• **Requirement**:
Restate the listing exactly and in full.
[Data section]
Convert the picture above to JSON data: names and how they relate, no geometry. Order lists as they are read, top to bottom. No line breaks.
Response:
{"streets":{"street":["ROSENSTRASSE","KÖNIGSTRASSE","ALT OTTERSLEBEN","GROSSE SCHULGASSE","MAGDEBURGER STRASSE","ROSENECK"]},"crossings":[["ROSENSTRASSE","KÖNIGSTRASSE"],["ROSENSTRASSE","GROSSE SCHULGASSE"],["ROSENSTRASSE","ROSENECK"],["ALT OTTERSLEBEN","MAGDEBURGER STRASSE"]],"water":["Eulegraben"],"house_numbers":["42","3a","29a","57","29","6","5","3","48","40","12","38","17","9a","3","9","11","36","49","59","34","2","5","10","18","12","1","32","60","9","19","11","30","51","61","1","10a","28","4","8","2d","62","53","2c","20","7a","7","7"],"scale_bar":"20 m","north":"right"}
[/Data section]
• **Result of the exercise**:
Convert the picture above to JSON data: names and how they relate, no geometry. Order lists as they are read, top to bottom. No line breaks.
Response:
{"streets":{"street":["ROSENSTRASSE","KÖNIGSTRASSE","ALT OTTERSLEBEN","GROSSE SCHULGASSE","MAGDEBURGER STRASSE","ROSENECK"]},"crossings":[["ROSENSTRASSE","KÖNIGSTRASSE"],["ROSENSTRASSE","GROSSE SCHULGASSE"],["ROSENSTRASSE","ROSENECK"],["ALT OTTERSLEBEN","MAGDEBURGER STRASSE"]],"water":["Eulegraben"],"house_numbers":["42","3a","29a","57","29","6","5","3","48","40","12","38","17","9a","3","9","11","36","49","59","34","2","5","10","18","12","1","32","60","9","19","11","30","51","61","1","10a","28","4","8","2d","62","53","2c","20","7a","7","7"],"scale_bar":"20 m","north":"right"}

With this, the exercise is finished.